Tidak lama setelah menikah dengan Hajar, beliau kemudian dikaruniai anak yang bernama Ismail. Sampai pada suatu malam, nabi Ibrahim bermimpi mendapat perintah dari Allah untuk memenuhi janjinya yaitu menyembelih anaknya. Meskipun sempat bingung, akhirnya nabi Ibrahim menjanjikannya.
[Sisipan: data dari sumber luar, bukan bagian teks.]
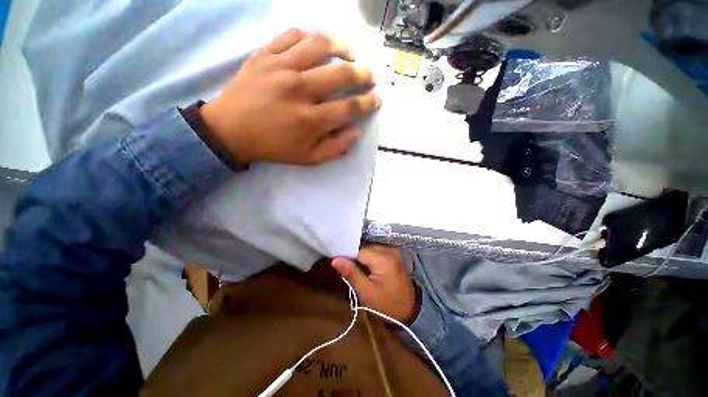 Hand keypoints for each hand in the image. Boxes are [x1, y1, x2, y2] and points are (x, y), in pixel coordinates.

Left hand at [201, 29, 380, 164]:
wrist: (231, 130)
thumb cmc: (273, 147)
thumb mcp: (308, 158)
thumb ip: (335, 149)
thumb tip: (355, 133)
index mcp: (310, 119)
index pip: (349, 107)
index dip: (368, 102)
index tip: (377, 99)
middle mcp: (299, 90)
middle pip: (341, 74)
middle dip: (363, 74)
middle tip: (370, 76)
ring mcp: (281, 67)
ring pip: (320, 45)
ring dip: (342, 46)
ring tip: (351, 53)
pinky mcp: (265, 55)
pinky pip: (293, 35)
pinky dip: (310, 36)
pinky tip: (318, 45)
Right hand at [332, 245, 418, 323]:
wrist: (410, 310)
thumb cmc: (387, 305)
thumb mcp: (366, 292)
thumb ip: (351, 273)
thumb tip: (335, 259)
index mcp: (383, 258)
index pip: (358, 250)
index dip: (346, 255)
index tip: (336, 261)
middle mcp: (389, 249)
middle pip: (364, 246)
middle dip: (353, 254)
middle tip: (343, 264)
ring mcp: (392, 250)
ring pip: (369, 247)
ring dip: (360, 255)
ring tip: (351, 265)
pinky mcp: (393, 254)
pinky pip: (376, 250)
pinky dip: (368, 255)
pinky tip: (362, 264) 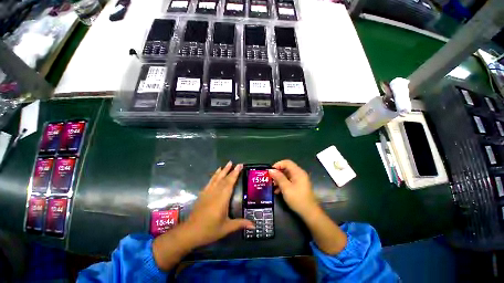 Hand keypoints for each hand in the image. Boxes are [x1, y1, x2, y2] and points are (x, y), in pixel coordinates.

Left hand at [185, 161, 253, 247]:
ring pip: (217, 178)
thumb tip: (254, 225)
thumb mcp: (226, 228)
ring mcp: (208, 192)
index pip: (230, 183)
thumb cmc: (210, 230)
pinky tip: (217, 171)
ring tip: (228, 163)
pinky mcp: (203, 193)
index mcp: (222, 199)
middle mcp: (215, 193)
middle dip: (231, 170)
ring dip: (223, 170)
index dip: (235, 174)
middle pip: (224, 179)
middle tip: (237, 163)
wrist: (190, 232)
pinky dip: (214, 175)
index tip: (240, 166)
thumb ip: (240, 223)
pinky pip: (210, 181)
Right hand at [269, 160, 346, 254]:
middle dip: (277, 173)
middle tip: (270, 179)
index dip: (278, 165)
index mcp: (298, 172)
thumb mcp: (286, 188)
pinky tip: (277, 191)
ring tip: (272, 186)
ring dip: (279, 180)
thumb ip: (278, 177)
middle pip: (286, 168)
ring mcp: (299, 180)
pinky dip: (283, 184)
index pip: (287, 162)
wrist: (309, 213)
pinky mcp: (298, 186)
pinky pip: (289, 181)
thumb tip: (271, 170)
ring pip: (286, 175)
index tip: (270, 171)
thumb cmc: (297, 199)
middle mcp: (299, 174) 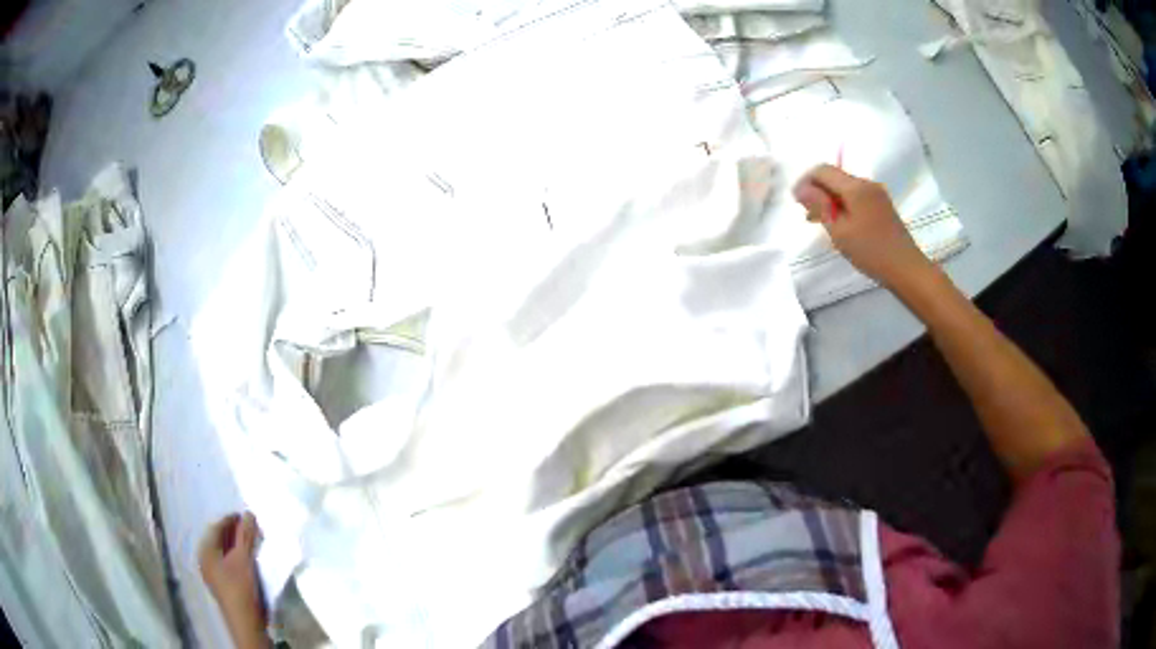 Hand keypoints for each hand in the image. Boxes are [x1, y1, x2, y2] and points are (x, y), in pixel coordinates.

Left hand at [198, 512, 267, 648]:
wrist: (245, 622)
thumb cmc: (241, 587)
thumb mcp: (244, 559)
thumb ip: (246, 535)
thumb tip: (248, 513)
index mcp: (205, 550)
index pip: (217, 527)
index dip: (232, 520)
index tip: (247, 517)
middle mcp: (205, 559)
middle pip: (219, 539)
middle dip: (235, 532)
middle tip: (251, 529)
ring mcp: (212, 573)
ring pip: (224, 551)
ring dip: (237, 545)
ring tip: (252, 543)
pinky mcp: (221, 584)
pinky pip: (226, 562)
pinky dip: (236, 557)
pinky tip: (248, 560)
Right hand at [793, 164, 932, 287]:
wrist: (907, 268)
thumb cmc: (871, 251)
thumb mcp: (839, 231)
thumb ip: (819, 206)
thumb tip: (801, 189)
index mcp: (855, 187)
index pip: (822, 170)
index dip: (806, 181)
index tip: (796, 201)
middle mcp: (866, 183)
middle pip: (835, 177)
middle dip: (818, 190)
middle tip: (807, 214)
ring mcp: (877, 194)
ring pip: (845, 188)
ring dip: (830, 199)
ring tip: (821, 221)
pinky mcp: (882, 205)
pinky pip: (856, 197)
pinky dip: (843, 205)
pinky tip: (840, 223)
Ismail yang kala itu berusia 7 tahun pun ikhlas menerimanya.

  

Dari apa yang dilakukukan Nabi Ibrahim dan Nabi Ismail nyatanya terdapat sebuah logika kepatuhan, dimana jika tuhan yang memerintahkan maka bersamaan dengan itu akan disertai dengan pemberian kekuatan kepada hambanya untuk menjalankannya, karena tanpa adanya kekuatan yang diberikan tuhan, maka seorang hamba dapat dipastikan tidak akan dapat dipastikan melaksanakannya, karena sesungguhnya sumber kekuatan utama adalah datangnya dari tuhan yaitu Allah SWT.

  

Logika kepatuhan ini juga sangat tampak dalam peristiwa tersebutra' dan mi'rajnya Nabi Muhammad saw, ketika dalam perjalanannya telah sampai di Shidratul Muntaha Allah kemudian memerintahkan kepada Nabi Muhammad SAW untuk bersama umatnya agar berdoa 50 kali dalam sehari, Namun, dalam perjalanan kembali dari Mi'raj beliau turun dengan melewati beberapa lapis langit yang ada, ketika di langit yang ketujuh beliau bertemu dengan nabi Ibrahim, lalu beliau ditanya, apa yang anda dapatka wahai Muhammad, saya mendapatkan perintah dari Allah untuk menjalankan sholat 50 waktu dalam sehari jawab Nabi Muhammad, maka nabi Ibrahim hanya merespon dengan mengagukkan kepala pertanda mengiyakan dan menerimanya tanpa memberikan komentar apapun,karena bagi Nabi Ibrahim seperti jika Allah memerintahkannya maka Allah akan menyertainya dengan memberikan kekuatan kepada ummat Muhammad SAW.

  

Logika seperti ini sebenarnya penting kita ketahui dan kita terapkan pada kehidupan kita, agar dapat menjalankan semua apa yang diperintahkan Allah dengan penuh keyakinan bahwa Allah akan memberikan kekuatan kepada kita.